• _What to produce_
Leave out the pictures and print the rest of the entries exactly as they stand.

• _Input material_
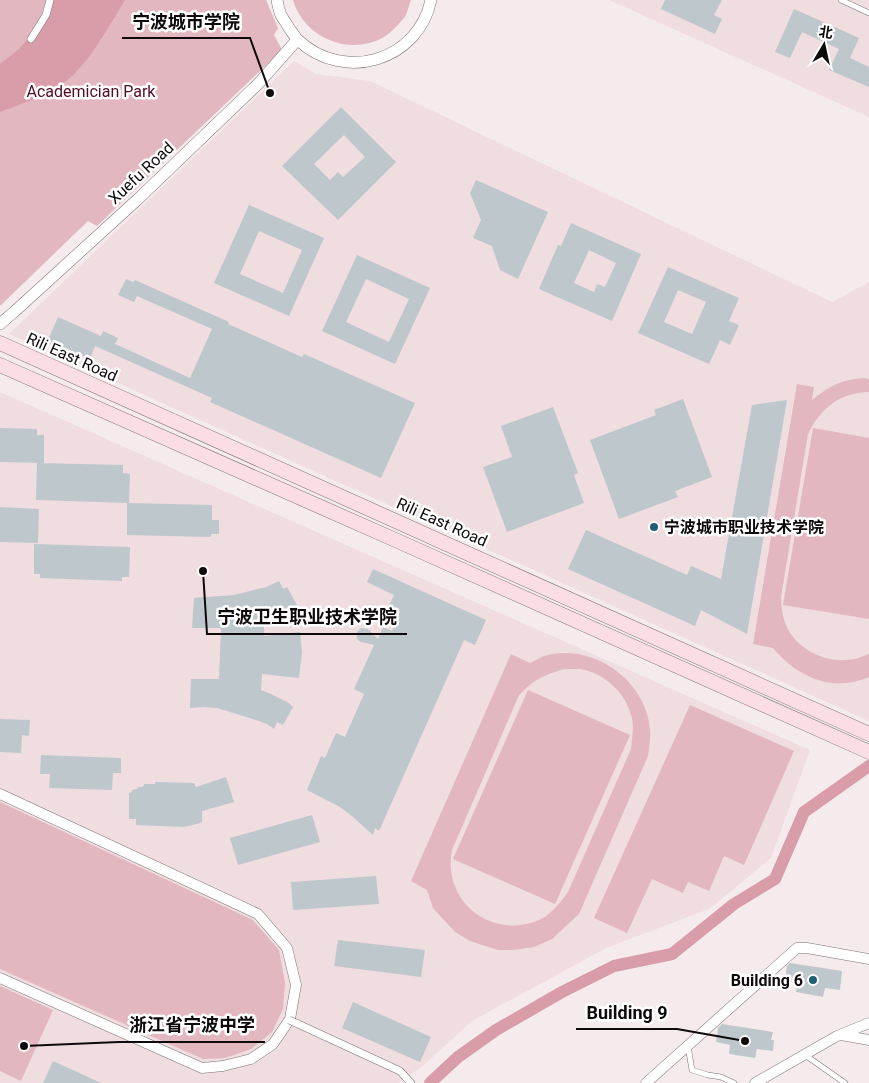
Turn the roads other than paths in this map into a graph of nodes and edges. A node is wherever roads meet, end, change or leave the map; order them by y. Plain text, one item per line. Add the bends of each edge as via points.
1 (50, 0) edge
2 (277, 0) edge
3 (431, 0) edge
4 (841, 0) edge
5 (869, 13) edge
6 (31, 39) dead end
7 (297, 40) junction
8 (0, 324) edge
9 (0, 343) edge
10 (0, 366) edge
11 (869, 734) edge
12 (866, 750) edge
13 (0, 794) edge
14 (869, 959) edge
15 (0, 978) edge
16 (292, 1022) dead end
17 (869, 1023) edge
18 (841, 1035) junction
19 (869, 1040) edge
20 (688, 1045) junction
21 (805, 1054) junction
22 (411, 1083) edge
23 (646, 1083) edge
24 (734, 1083) edge
25 (755, 1083) edge
26 (845, 1083) edge

1 - 6 street via 46,15
2 - 7 street via 281,15
3 - 7 street via 428,13 415,36 395,52 370,62 327,58
4 - 5 lane
7 - 8 street, Xuefu Road via 258,84 137,200
9 - 11 main road, Rili East Road
10 - 12 main road
13 - 15 street via 258,914 287,948 296,985 290,1019 273,1044 250,1060 202,1068
14 - 20 street via 797,948
16 - 22 street via 400,1071
17 - 18 street
18 - 19 street
18 - 21 street
20 - 23 street
20 - 24 lane via 692,1070
21 - 25 street
21 - 26 lane

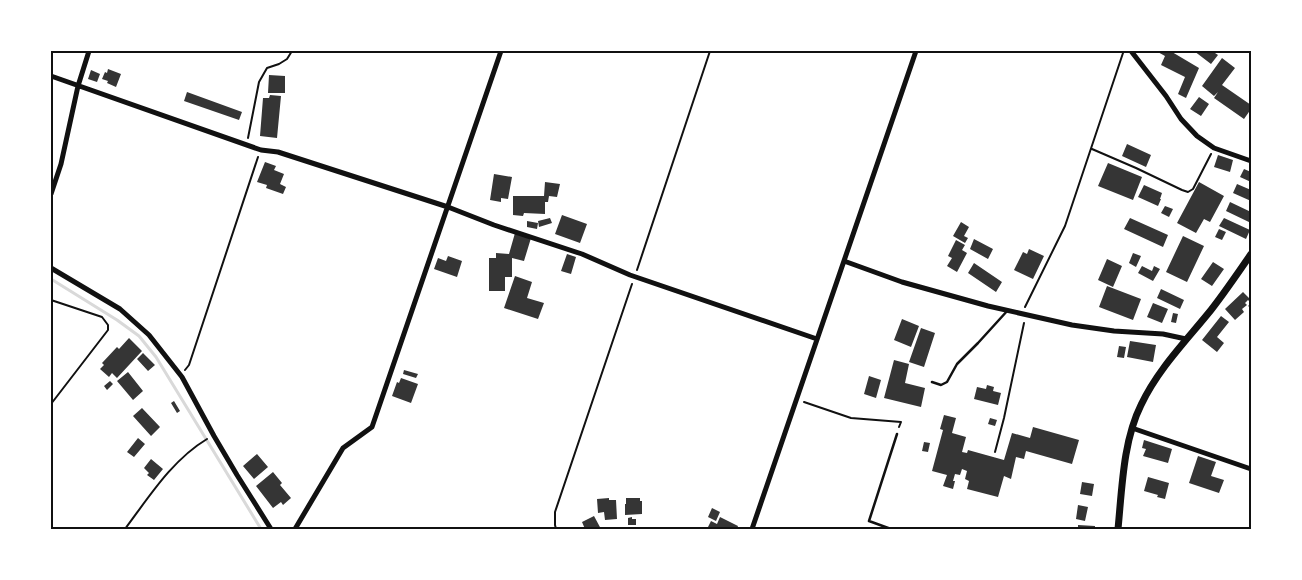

• _Response area_
Turn the roads other than paths in this map into a graph of nodes and edges. A node is wherever roads meet, end, change or leave the map; order them by y. Plain text, one item per line. Add the bends of each edge as via points.
1 (50, 0) edge
2 (277, 0) edge
3 (431, 0) edge
4 (841, 0) edge
5 (869, 13) edge
6 (31, 39) dead end
7 (297, 40) junction
8 (0, 324) edge
9 (0, 343) edge
10 (0, 366) edge
11 (869, 734) edge
12 (866, 750) edge
13 (0, 794) edge
14 (869, 959) edge
15 (0, 978) edge
16 (292, 1022) dead end
17 (869, 1023) edge
18 (841, 1035) junction
19 (869, 1040) edge
20 (688, 1045) junction
21 (805, 1054) junction
22 (411, 1083) edge
23 (646, 1083) edge
24 (734, 1083) edge
25 (755, 1083) edge
26 (845, 1083) edge

1 - 6 street via 46,15
2 - 7 street via 281,15
3 - 7 street via 428,13 415,36 395,52 370,62 327,58
4 - 5 lane
7 - 8 street, Xuefu Road via 258,84 137,200
9 - 11 main road, Rili East Road
10 - 12 main road
13 - 15 street via 258,914 287,948 296,985 290,1019 273,1044 250,1060 202,1068
14 - 20 street via 797,948
16 - 22 street via 400,1071
17 - 18 street
18 - 19 street
18 - 21 street
20 - 23 street
20 - 24 lane via 692,1070
21 - 25 street
21 - 26 lane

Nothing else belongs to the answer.